Server-aware gameplay work plus designer-facing systems and Steamworks build flow.
Project Scope#
Arcas Champions sits in the space between a platformer and a shooter, so movement, combat readability, and encounter pacing all need to work at the same time. My contribution was not limited to a single system. I moved between AI implementation, core gameplay support, level design work, and project-facing pipeline tasks depending on what the team needed most.
That generalist role is important context for the rest of this article: the value here was not just writing isolated features, but helping keep multiple production surfaces moving without losing the technical standard underneath them.
What I Owned#
AI bots and enemy behavior#
I implemented player-like AI bots and enemy NPC behavior using Unreal’s AI stack, with behavior trees, perception, and gameplay-driven decision logic. The goal was not only to make agents functional, but to make them readable and maintainable for future tuning.
That meant building behavior in a way that supported iteration by design and gameplay needs:
- clear decision boundaries between sensing, selecting actions, and executing them
- enough flexibility in Blueprint-facing hooks to keep designers unblocked
- behavior that stayed compatible with multiplayer and authoritative game flow
A more detailed, technical write-up of how I implemented the custom systems required are on Bevium’s website, in an another article written by me, here: Arcas AI on Bevium.it .
(Should the website ever die, please notify me)
Gameplay systems#
On the gameplay side I worked in both C++ and Blueprint-oriented workflows. The practical goal was to keep the core logic robust in code while still allowing fast iteration on content and tuning.
This kind of split mattered in this project. We had to migrate a lot of core logic that only lived in Blueprints, made by a previous team. This was causing technical debt in the long-term.
During this BP to C++ migration, we built new Blueprint based APIs, interfaces and Data-Driven assets so that the game’s designers could tweak and iterate easily upon gameplay.
Level design#
I also took over level design, from grayboxing and playtest iteration through final polish and optimization passes. That included practical layout work and the technical side of making spaces run well enough for the intended experience.
For multiplayer projects, level design is rarely isolated from code. Bot behavior, traversal, combat flow, spawn logic, and performance all feed back into how spaces should be shaped. Working across both sides helped reduce that gap.

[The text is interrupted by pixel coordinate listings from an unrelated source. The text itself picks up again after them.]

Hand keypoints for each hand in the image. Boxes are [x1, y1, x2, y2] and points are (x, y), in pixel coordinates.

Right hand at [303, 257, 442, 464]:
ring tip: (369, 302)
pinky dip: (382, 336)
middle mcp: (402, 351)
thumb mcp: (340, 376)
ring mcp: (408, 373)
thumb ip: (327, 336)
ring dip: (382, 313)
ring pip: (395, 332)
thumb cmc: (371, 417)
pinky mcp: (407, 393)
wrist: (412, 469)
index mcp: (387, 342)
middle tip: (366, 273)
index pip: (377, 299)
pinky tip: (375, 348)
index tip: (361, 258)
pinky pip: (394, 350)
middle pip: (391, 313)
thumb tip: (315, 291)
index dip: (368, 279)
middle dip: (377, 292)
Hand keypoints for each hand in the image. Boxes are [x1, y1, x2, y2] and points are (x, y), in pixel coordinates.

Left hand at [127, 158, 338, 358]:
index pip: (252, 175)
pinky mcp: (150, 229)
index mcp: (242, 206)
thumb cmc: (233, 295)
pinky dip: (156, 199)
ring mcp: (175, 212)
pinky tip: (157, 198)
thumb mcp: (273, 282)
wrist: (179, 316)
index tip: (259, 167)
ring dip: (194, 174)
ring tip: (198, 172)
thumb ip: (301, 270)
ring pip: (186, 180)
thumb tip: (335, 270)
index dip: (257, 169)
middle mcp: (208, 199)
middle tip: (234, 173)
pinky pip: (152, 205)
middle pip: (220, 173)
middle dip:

I personally enjoyed working on the game’s level design as I was working on the AI bots: it really made me appreciate how they would slowly come to life as they learned to use their environment.
Pipeline and Production Work#
One of the more infrastructure-heavy parts of my work on the project was the build pipeline. I created and maintained a fully-fledged internal plugin (Bevium Tools) built around the Unreal Build Tool and Unreal Automation Tool to reduce friction in building andshipping the project.
That work matters because iteration speed compounds:
- repeatable build steps reduce avoidable human error,
- automated workflows shorten the path from change to playable build,
- a maintained Steamworks deployment flow lowers release risk,
I also took on internal coordination when needed. That did not mean formal management ownership in the traditional sense, but it did mean staying aware of the project’s state, helping align day-to-day work, and supporting onboarding new team members and manage daily tasks when the team needed it.
Engineering Takeaways#
Arcas Champions is the strongest example in my portfolio of how I operate in production:
- I can work close to game feel without losing engineering discipline.
- I can build systems that remain editable by designers.
- I can move from feature work, to creative work, into technical operations when a project needs stability more than novelty.